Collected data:
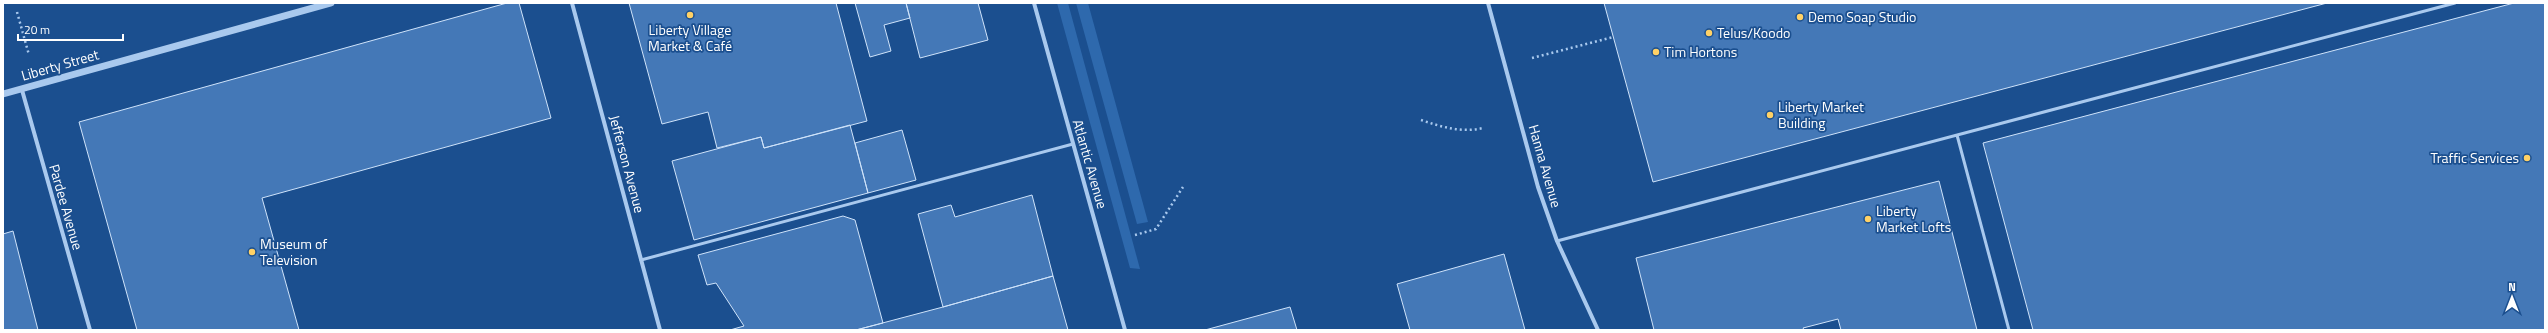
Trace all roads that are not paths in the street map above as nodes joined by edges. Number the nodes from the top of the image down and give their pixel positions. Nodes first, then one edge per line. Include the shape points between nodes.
1 (331, 3) edge
2 (572, 3) edge
3 (1034, 3) edge
4 (1488, 3) edge
5 (2455, 3) edge
6 (22, 90) junction
7 (3, 94) edge
8 (1957, 135) junction
9 (1072, 144) junction
10 (1557, 241) junction
11 (641, 260) junction
12 (90, 330) edge
13 (660, 330) edge
14 (1125, 330) edge
15 (1598, 330) edge
16 (2009, 330) edge

1 - 6 street, Liberty Street
2 - 11 street, Jefferson Avenue
3 - 9 street, Atlantic Avenue
4 - 10 street, Hanna Avenue via 1538,187
5 - 8 lane
6 - 7 street, Liberty Street
6 - 12 street, Pardee Avenue
8 - 10 lane
8 - 16 lane
9 - 11 lane
9 - 14 street, Atlantic Avenue
10 - 15 street, Hanna Avenue
11 - 13 street, Jefferson Avenue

* [Assignment]
The records above should be duplicated exactly, with none of their pictures kept.

* [Answer box]
Trace all roads that are not paths in the street map above as nodes joined by edges. Number the nodes from the top of the image down and give their pixel positions. Nodes first, then one edge per line. Include the shape points between nodes.
1 (331, 3) edge
2 (572, 3) edge
3 (1034, 3) edge
4 (1488, 3) edge
5 (2455, 3) edge
6 (22, 90) junction
7 (3, 94) edge
8 (1957, 135) junction
9 (1072, 144) junction
10 (1557, 241) junction
11 (641, 260) junction
12 (90, 330) edge
13 (660, 330) edge
14 (1125, 330) edge
15 (1598, 330) edge
16 (2009, 330) edge

1 - 6 street, Liberty Street
2 - 11 street, Jefferson Avenue
3 - 9 street, Atlantic Avenue
4 - 10 street, Hanna Avenue via 1538,187
5 - 8 lane
6 - 7 street, Liberty Street
6 - 12 street, Pardee Avenue
8 - 10 lane
8 - 16 lane
9 - 11 lane
9 - 14 street, Atlantic Avenue
10 - 15 street, Hanna Avenue
11 - 13 street, Jefferson Avenue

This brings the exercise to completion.